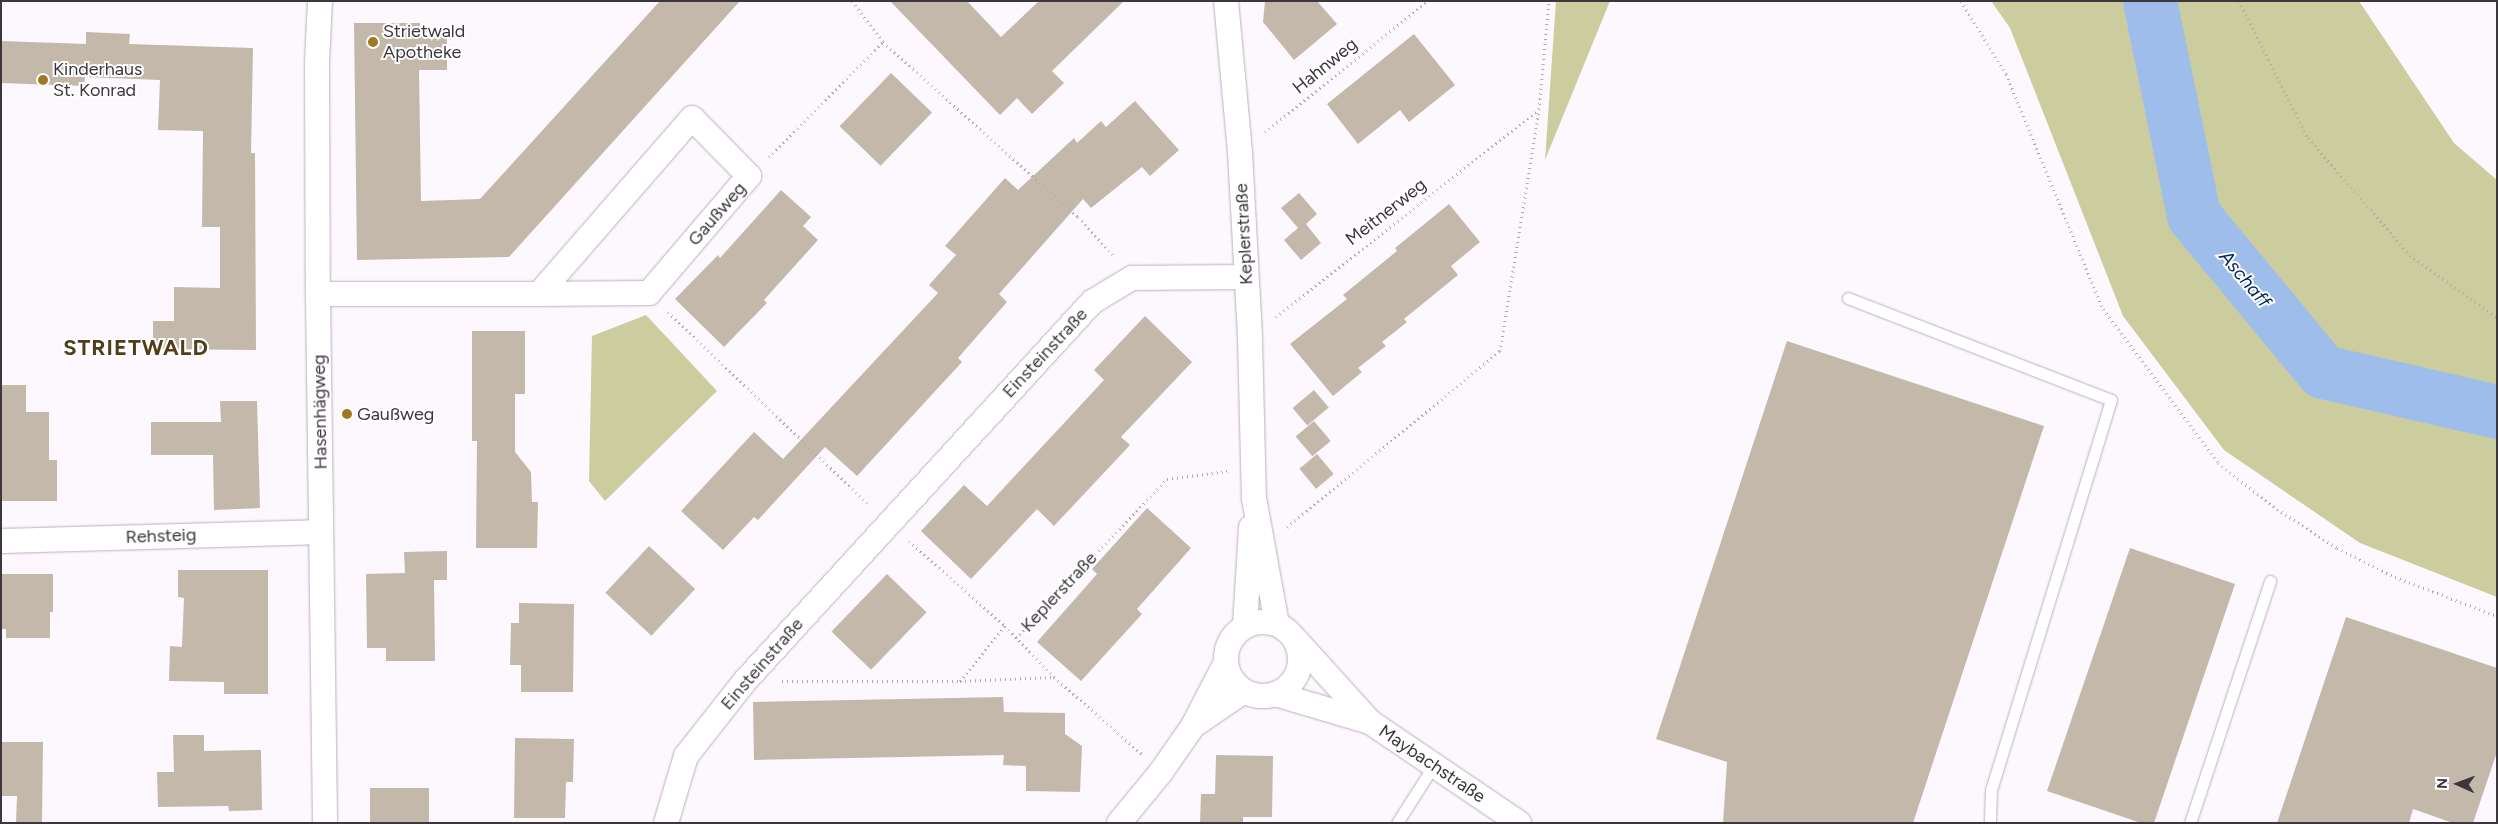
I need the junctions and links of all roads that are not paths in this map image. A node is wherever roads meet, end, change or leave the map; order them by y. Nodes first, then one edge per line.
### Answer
1 (320, 1) edge
2 (1226, 1) edge
3 (1246, 277) junction
4 (318, 294) junction
5 (539, 294) junction
6 (1848, 298) dead end
7 (1254, 498) junction
8 (321, 532) junction
9 (1, 541) edge
10 (2270, 581) dead end
11 (1277, 624) junction
12 (1245, 626) junction
13 (1296, 640) junction
14 (1226, 662) junction
15 (1244, 691) junction
16 (1275, 694) junction
17 (1370, 722) junction
18 (1193, 726) junction
19 (1434, 765) junction
20 (326, 823) edge
21 (666, 823) edge
22 (1119, 823) edge
23 (1397, 823) edge
24 (1519, 823) edge
25 (1990, 823) edge
26 (2190, 823) edge

1 - 4 street, Hasenhägweg
2 - 3 street, Keplerstraße
3 - 7 street, Keplerstraße
3 - 21 street, Einsteinstraße
4 - 5 street
4 - 8 street, Hasenhägweg
5 - 5 street, Gaußweg
6 - 25 lane
7 - 11 street, Keplerstraße
7 - 12 street, Keplerstraße
8 - 9 street, Rehsteig
8 - 20 street, Hasenhägweg
10 - 26 lane
11 - 12 street
11 - 13 street
12 - 14 street
13 - 16 street
13 - 17 street, Maybachstraße
14 - 15 street
14 - 18 street
15 - 16 street
15 - 18 street
16 - 17 street, Maybachstraße
17 - 19 street, Maybachstraße
18 - 22 street
19 - 23 lane
19 - 24 street, Maybachstraße

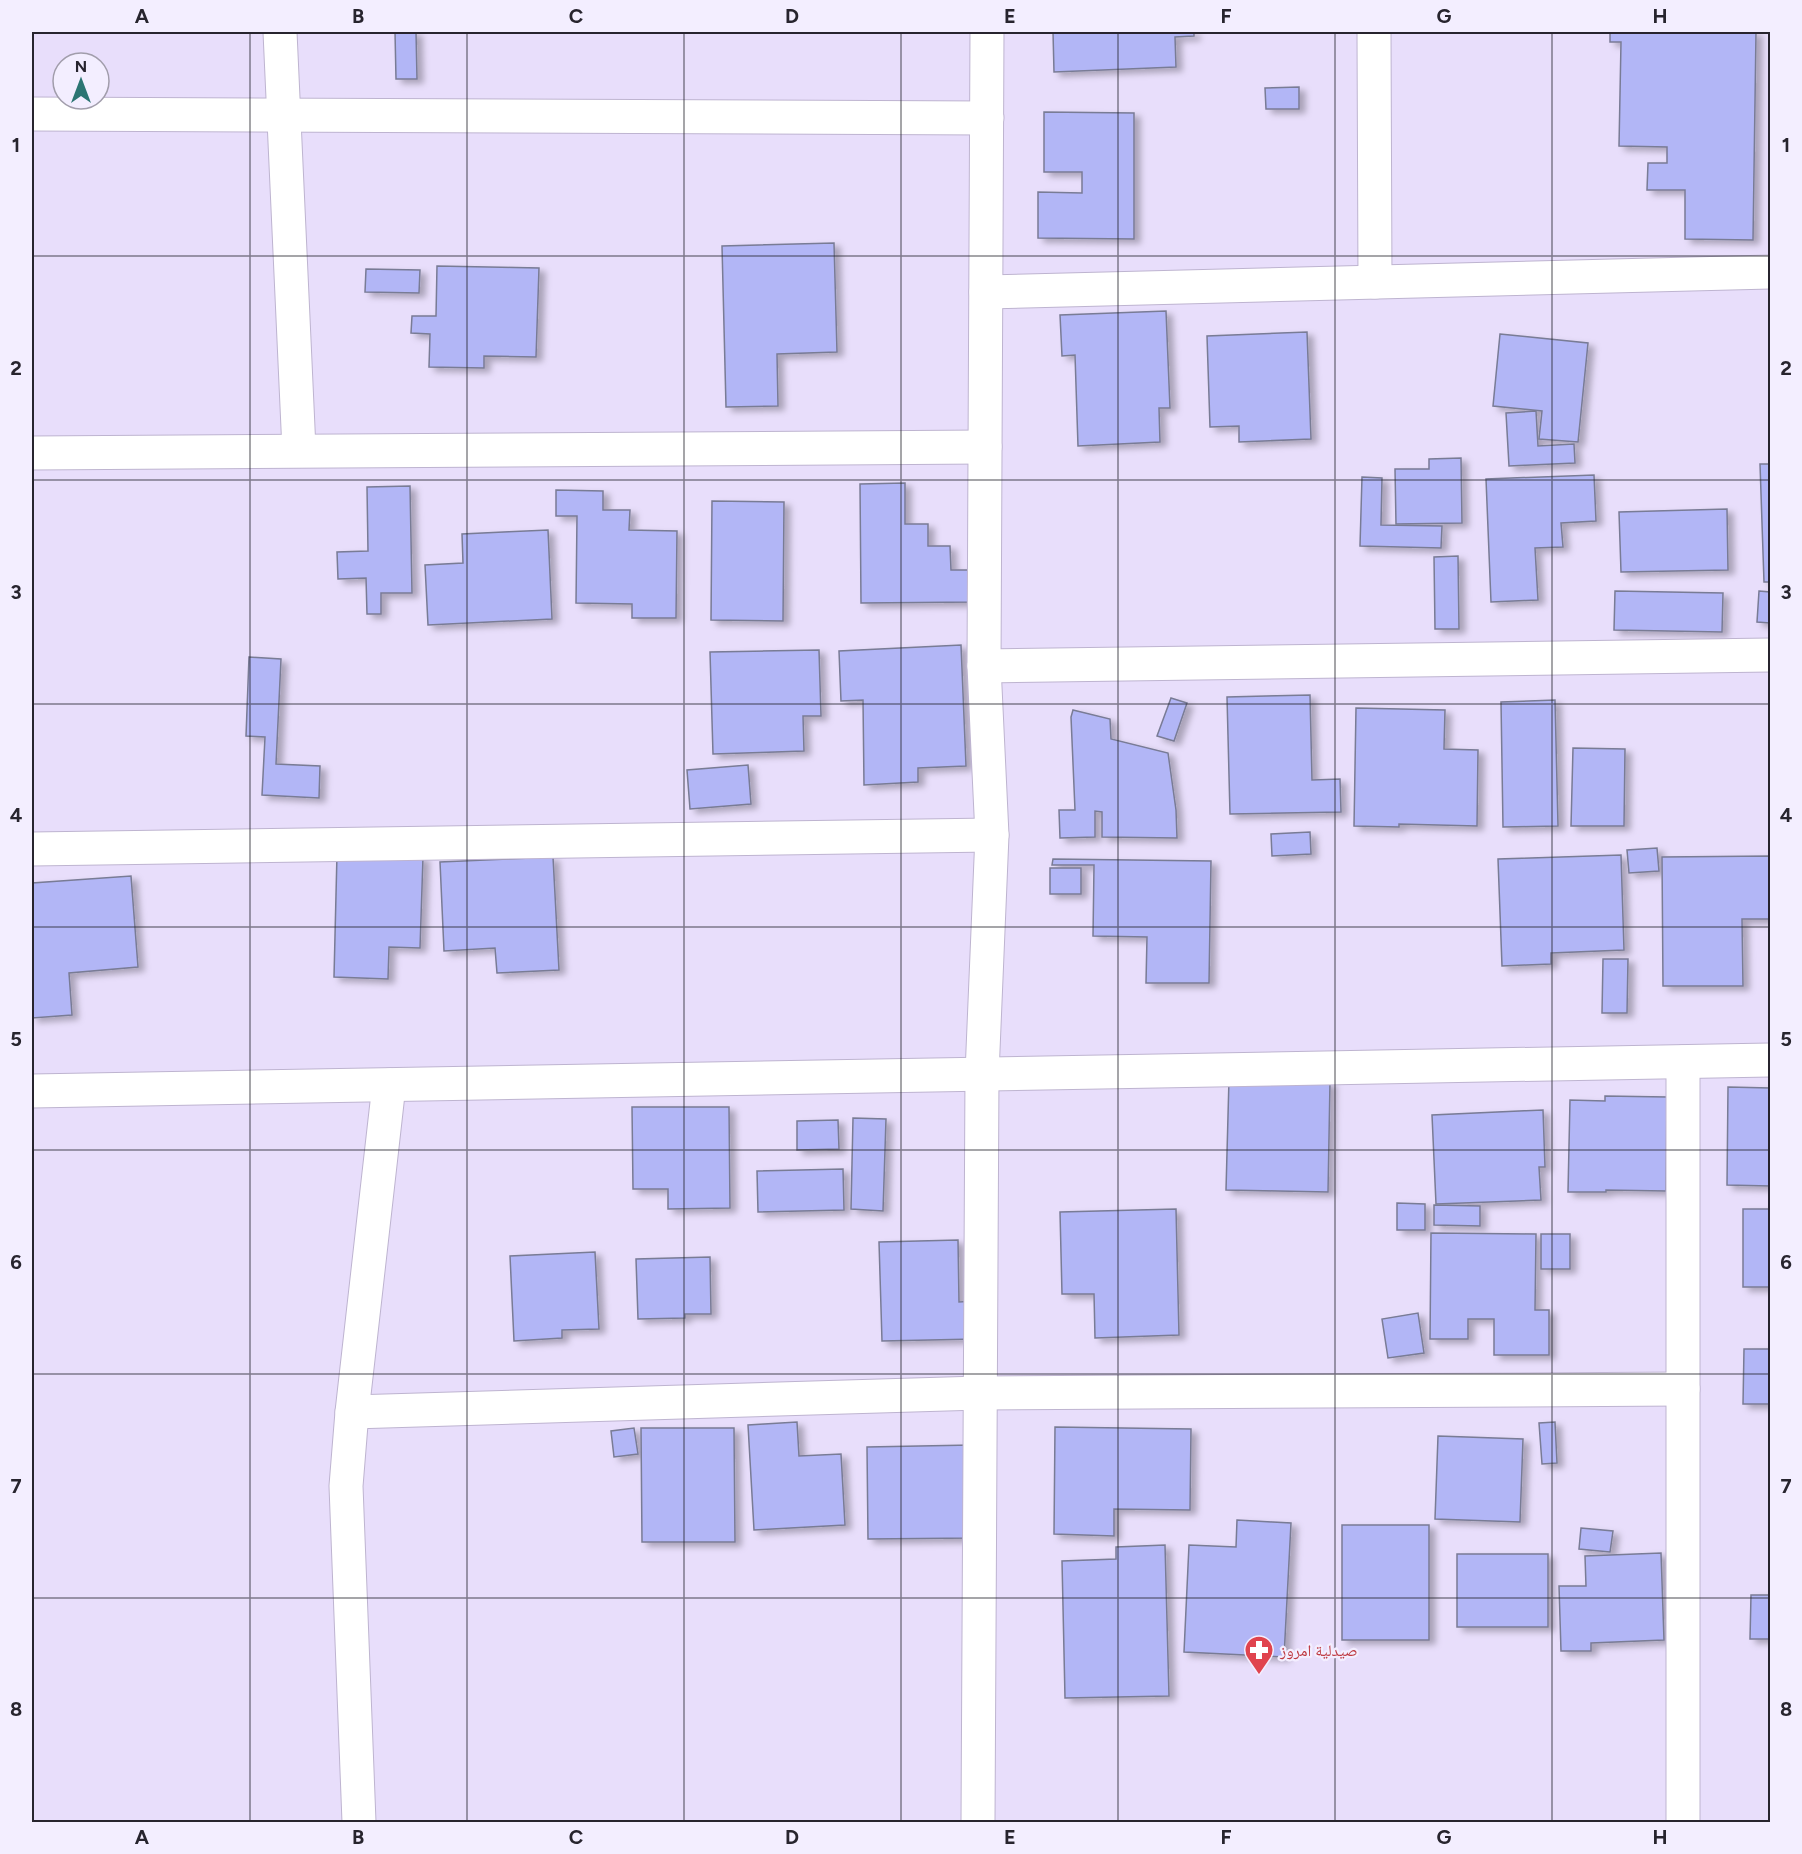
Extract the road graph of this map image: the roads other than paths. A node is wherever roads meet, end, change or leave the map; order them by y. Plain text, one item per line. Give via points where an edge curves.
1 (280, 32) edge
2 (987, 32) edge
3 (1374, 32) edge
4 (32, 114) edge
5 (284, 116) junction
6 (987, 118) junction
7 (1770, 272) edge
8 (1375, 282) junction
9 (986, 292) junction
10 (985, 447) junction
11 (299, 450) junction
12 (32, 453) edge
13 (1770, 655) edge
14 (984, 666) junction
15 (992, 835) junction
16 (32, 849) edge
17 (1770, 1060) edge
18 (1683, 1062) junction
19 (982, 1074) junction
20 (389, 1085) junction
21 (32, 1091) edge
22 (1683, 1389) junction
23 (980, 1393) junction
24 (352, 1412) junction
25 (359, 1822) edge
26 (978, 1822) edge
27 (1683, 1822) edge

1 - 5 street
2 - 6 street
3 - 8 street
4 - 5 street
5 - 6 street
5 - 11 street
6 - 9 street
7 - 8 street
8 - 9 street
9 - 10 street
10 - 11 street
10 - 14 street
11 - 12 street
13 - 14 street
14 - 15 street
15 - 16 street
15 - 19 street
17 - 18 street
18 - 19 street
18 - 22 street
19 - 20 street
19 - 23 street
20 - 21 street
20 - 24 street
22 - 23 street
22 - 27 street
23 - 24 street
23 - 26 street
24 - 25 street via 346,1486

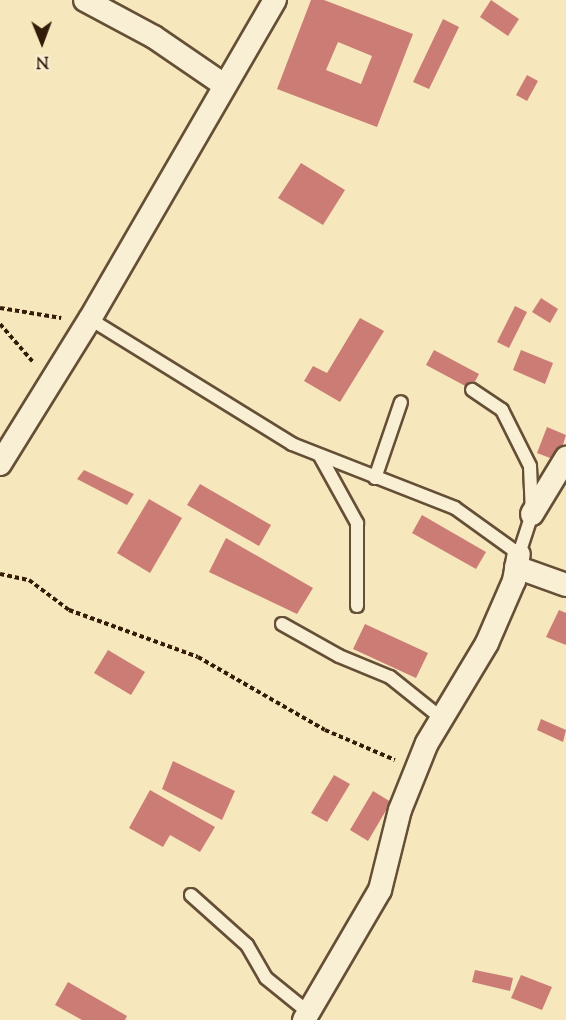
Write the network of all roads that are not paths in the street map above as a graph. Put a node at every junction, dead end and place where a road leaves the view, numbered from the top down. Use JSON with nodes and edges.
{"nodes":[{"id":1,"x":84,"y":0,"type":"edge"},
{"id":2,"x":275,"y":0,"type":"edge"},
{"id":3,"x":224,"y":85,"type":"junction"},
{"id":4,"x":90,"y":319,"type":"junction"},
{"id":5,"x":472,"y":390,"type":"dead end"},
{"id":6,"x":401,"y":402,"type":"dead end"},
{"id":7,"x":320,"y":456,"type":"junction"},
{"id":8,"x":566,"y":458,"type":"edge"},
{"id":9,"x":0,"y":464,"type":"edge"},
{"id":10,"x":375,"y":478,"type":"junction"},
{"id":11,"x":532,"y":514,"type":"junction"},
{"id":12,"x":518,"y":561,"type":"junction"},
{"id":13,"x":566,"y":585,"type":"edge"},
{"id":14,"x":357,"y":606,"type":"dead end"},
{"id":15,"x":282,"y":624,"type":"dead end"},
{"id":16,"x":440,"y":717,"type":"junction"},
{"id":17,"x":190,"y":895,"type":"dead end"},
{"id":18,"x":313,"y":1017,"type":"edge"}],
"edges":[{"from":1,"to":3,"type":"street"},
{"from":2,"to":3,"type":"street"},
{"from":3,"to":4,"type":"street"},
{"from":4,"to":7,"type":"lane"},
{"from":4,"to":9,"type":"street"},
{"from":5,"to":11,"type":"lane"},
{"from":6,"to":10,"type":"lane"},
{"from":7,"to":10,"type":"lane"},
{"from":7,"to":14,"type":"lane"},
{"from":8,"to":11,"type":"street"},
{"from":10,"to":12,"type":"lane"},
{"from":11,"to":12,"type":"lane"},
{"from":12,"to":13,"type":"street"},
{"from":12,"to":16,"type":"street"},
{"from":15,"to":16,"type":"lane"},
{"from":16,"to":18,"type":"street"},
{"from":17,"to":18,"type":"lane"}]}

→ **Instructions for the task**
Give the data again exactly, image-free.

→ **Result of this exercise**
I need the junctions and links of all roads that are not paths in this map image. A node is wherever roads meet, end, change or leave the map; order them by y. Nodes first, then one edge per line.
### Answer
1 (320, 1) edge
2 (1226, 1) edge
3 (1246, 277) junction
4 (318, 294) junction
5 (539, 294) junction
6 (1848, 298) dead end
7 (1254, 498) junction
8 (321, 532) junction
9 (1, 541) edge
10 (2270, 581) dead end
11 (1277, 624) junction
12 (1245, 626) junction
13 (1296, 640) junction
14 (1226, 662) junction
15 (1244, 691) junction
16 (1275, 694) junction
17 (1370, 722) junction
18 (1193, 726) junction
19 (1434, 765) junction
20 (326, 823) edge
21 (666, 823) edge
22 (1119, 823) edge
23 (1397, 823) edge
24 (1519, 823) edge
25 (1990, 823) edge
26 (2190, 823) edge

1 - 4 street, Hasenhägweg
2 - 3 street, Keplerstraße
3 - 7 street, Keplerstraße
3 - 21 street, Einsteinstraße
4 - 5 street
4 - 8 street, Hasenhägweg
5 - 5 street, Gaußweg
6 - 25 lane
7 - 11 street, Keplerstraße
7 - 12 street, Keplerstraße
8 - 9 street, Rehsteig
8 - 20 street, Hasenhägweg
10 - 26 lane
11 - 12 street
11 - 13 street
12 - 14 street
13 - 16 street
13 - 17 street, Maybachstraße
14 - 15 street
14 - 18 street
15 - 16 street
15 - 18 street
16 - 17 street, Maybachstraße
17 - 19 street, Maybachstraße
18 - 22 street
19 - 23 lane
19 - 24 street, Maybachstraße

Extract the road graph of this map image: the roads other than paths. A node is wherever roads meet, end, change or leave the map; order them by y. Plain text, one item per line. Give via points where an edge curves.
1 (280, 32) edge
2 (987, 32) edge
3 (1374, 32) edge
4 (32, 114) edge
5 (284, 116) junction
6 (987, 118) junction
7 (1770, 272) edge
8 (1375, 282) junction
9 (986, 292) junction
10 (985, 447) junction
11 (299, 450) junction
12 (32, 453) edge
13 (1770, 655) edge
14 (984, 666) junction
15 (992, 835) junction
16 (32, 849) edge
17 (1770, 1060) edge
18 (1683, 1062) junction
19 (982, 1074) junction
20 (389, 1085) junction
21 (32, 1091) edge
22 (1683, 1389) junction
23 (980, 1393) junction
24 (352, 1412) junction
25 (359, 1822) edge
26 (978, 1822) edge
27 (1683, 1822) edge

1 - 5 street
2 - 6 street
3 - 8 street
4 - 5 street
5 - 6 street
5 - 11 street
6 - 9 street
7 - 8 street
8 - 9 street
9 - 10 street
10 - 11 street
10 - 14 street
11 - 12 street
13 - 14 street
14 - 15 street
15 - 16 street
15 - 19 street
17 - 18 street
18 - 19 street
18 - 22 street
19 - 20 street
19 - 23 street
20 - 21 street
20 - 24 street
22 - 23 street
22 - 27 street
23 - 24 street
23 - 26 street
24 - 25 street via 346,1486

Write the network of all roads that are not paths in the street map above as a graph. Put a node at every junction, dead end and place where a road leaves the view, numbered from the top down. Use JSON with nodes and edges.
{"nodes":[{"id":1,"x":84,"y":0,"type":"edge"},
{"id":2,"x":275,"y":0,"type":"edge"},
{"id":3,"x":224,"y":85,"type":"junction"},
{"id":4,"x":90,"y":319,"type":"junction"},
{"id":5,"x":472,"y":390,"type":"dead end"},
{"id":6,"x":401,"y":402,"type":"dead end"},
{"id":7,"x":320,"y":456,"type":"junction"},
{"id":8,"x":566,"y":458,"type":"edge"},
{"id":9,"x":0,"y":464,"type":"edge"},
{"id":10,"x":375,"y":478,"type":"junction"},
{"id":11,"x":532,"y":514,"type":"junction"},
{"id":12,"x":518,"y":561,"type":"junction"},
{"id":13,"x":566,"y":585,"type":"edge"},
{"id":14,"x":357,"y":606,"type":"dead end"},
{"id":15,"x":282,"y":624,"type":"dead end"},
{"id":16,"x":440,"y":717,"type":"junction"},
{"id":17,"x":190,"y":895,"type":"dead end"},
{"id":18,"x":313,"y":1017,"type":"edge"}],
"edges":[{"from":1,"to":3,"type":"street"},
{"from":2,"to":3,"type":"street"},
{"from":3,"to":4,"type":"street"},
{"from":4,"to":7,"type":"lane"},
{"from":4,"to":9,"type":"street"},
{"from":5,"to":11,"type":"lane"},
{"from":6,"to":10,"type":"lane"},
{"from":7,"to":10,"type":"lane"},
{"from":7,"to":14,"type":"lane"},
{"from":8,"to":11,"type":"street"},
{"from":10,"to":12,"type":"lane"},
{"from":11,"to":12,"type":"lane"},
{"from":12,"to":13,"type":"street"},
{"from":12,"to":16,"type":"street"},
{"from":15,"to":16,"type":"lane"},
{"from":16,"to":18,"type":"street"},
{"from":17,"to":18,"type":"lane"}]}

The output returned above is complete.